[Giga III - Доступ к проброшенному порту]

On 2/10/2021 at 1:08 PM, werldmgn said:

В cli с помощью команды show netfilter можно посмотреть все текущие правила. В filter->INPUT есть правило вида -A INPUT -m conntrack --ctstate DNAT -j ACCEPT . Правила межсетевого экрана созданные через веб-морду располагаются выше приведенного правила. Соответственно, вам нужно в межсетевом экране создать два правила. В первом нужно разрешить доступ к пробрасываемому порту  для нужных IP. Во втором запретить доступ к этому порту всем.
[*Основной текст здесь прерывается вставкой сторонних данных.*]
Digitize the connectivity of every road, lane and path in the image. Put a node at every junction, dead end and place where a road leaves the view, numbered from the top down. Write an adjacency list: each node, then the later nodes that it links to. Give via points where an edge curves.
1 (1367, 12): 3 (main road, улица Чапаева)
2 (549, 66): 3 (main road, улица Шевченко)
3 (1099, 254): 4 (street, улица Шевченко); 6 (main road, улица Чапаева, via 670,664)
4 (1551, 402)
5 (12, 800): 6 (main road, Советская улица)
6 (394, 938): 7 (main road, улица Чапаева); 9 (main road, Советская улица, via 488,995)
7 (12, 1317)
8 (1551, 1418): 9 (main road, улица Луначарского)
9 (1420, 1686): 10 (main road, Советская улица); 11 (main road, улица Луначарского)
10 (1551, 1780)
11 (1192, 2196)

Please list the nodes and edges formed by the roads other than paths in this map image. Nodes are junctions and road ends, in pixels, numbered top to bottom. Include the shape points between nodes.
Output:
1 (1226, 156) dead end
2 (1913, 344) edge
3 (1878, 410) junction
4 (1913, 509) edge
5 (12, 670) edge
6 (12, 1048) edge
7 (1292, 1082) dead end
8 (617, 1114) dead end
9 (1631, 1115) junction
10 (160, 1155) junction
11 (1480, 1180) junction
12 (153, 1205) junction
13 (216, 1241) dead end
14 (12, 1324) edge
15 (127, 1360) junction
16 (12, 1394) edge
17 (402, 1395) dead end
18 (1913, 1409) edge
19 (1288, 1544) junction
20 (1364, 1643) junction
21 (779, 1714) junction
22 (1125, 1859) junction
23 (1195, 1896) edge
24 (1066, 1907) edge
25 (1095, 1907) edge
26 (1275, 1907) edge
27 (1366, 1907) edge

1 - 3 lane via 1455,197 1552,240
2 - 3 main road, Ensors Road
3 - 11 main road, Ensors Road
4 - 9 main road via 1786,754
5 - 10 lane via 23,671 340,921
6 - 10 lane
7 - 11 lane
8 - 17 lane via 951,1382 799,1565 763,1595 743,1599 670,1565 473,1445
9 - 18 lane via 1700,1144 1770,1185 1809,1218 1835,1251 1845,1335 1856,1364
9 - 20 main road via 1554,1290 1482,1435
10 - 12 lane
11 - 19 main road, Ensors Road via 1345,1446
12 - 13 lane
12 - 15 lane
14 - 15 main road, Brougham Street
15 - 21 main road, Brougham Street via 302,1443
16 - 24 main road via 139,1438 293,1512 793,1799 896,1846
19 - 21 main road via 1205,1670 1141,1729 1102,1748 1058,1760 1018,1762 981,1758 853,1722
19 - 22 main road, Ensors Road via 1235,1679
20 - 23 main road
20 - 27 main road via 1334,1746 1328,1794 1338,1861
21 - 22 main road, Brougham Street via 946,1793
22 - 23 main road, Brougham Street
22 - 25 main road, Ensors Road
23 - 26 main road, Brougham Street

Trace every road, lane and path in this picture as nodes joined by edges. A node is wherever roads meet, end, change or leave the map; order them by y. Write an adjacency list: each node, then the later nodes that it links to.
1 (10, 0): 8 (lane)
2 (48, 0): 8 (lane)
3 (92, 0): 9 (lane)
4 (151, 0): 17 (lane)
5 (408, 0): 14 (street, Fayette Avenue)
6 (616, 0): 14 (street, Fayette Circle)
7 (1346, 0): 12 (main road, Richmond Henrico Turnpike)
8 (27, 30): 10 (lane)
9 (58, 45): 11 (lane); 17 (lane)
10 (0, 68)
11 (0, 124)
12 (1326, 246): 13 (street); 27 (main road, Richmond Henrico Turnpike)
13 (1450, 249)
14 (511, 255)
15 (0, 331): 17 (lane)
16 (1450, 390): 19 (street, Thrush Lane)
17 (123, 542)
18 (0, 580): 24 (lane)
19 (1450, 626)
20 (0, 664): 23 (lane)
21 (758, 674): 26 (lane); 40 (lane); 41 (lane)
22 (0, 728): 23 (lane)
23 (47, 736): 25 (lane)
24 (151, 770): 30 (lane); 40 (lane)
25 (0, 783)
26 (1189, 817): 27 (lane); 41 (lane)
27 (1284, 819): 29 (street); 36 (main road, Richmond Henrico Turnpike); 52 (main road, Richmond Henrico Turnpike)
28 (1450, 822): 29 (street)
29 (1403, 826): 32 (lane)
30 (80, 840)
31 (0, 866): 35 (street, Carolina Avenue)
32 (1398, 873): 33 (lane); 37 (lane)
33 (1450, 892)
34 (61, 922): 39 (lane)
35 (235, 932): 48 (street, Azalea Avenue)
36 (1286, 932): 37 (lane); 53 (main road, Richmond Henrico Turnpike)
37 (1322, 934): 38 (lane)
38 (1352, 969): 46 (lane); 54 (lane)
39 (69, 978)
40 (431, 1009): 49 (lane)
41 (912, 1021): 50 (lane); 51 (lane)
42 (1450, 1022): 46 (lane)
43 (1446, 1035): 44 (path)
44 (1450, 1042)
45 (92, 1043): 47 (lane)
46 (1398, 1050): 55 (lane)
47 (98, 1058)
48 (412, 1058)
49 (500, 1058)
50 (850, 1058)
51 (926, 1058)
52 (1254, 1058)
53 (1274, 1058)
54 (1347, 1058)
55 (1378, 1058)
Разумеется, порт надо указывать тот, который уже после DNAT преобразования. Поднобнее об устройстве МСЭ в keenetic здесь, здесь и здесь.

 

спасибо👍

[Giga III - Доступ к проброшенному порту]

Добрый день!

При добавлении port forward, насколько я понял, автоматом добавляется исключение в iptables->filter->input, чтобы пробрасываемый порт был открыт. Я понимаю, что это сделано для удобства пользования.

Непонятно, как эти "автоматические исключения" взаимодействуют с правилами, которые задаются в фаерволле вручную. Мне нужно ограничить доступ к пробрасываемому порту только для некоторых IP адресов. Как мне это сделать?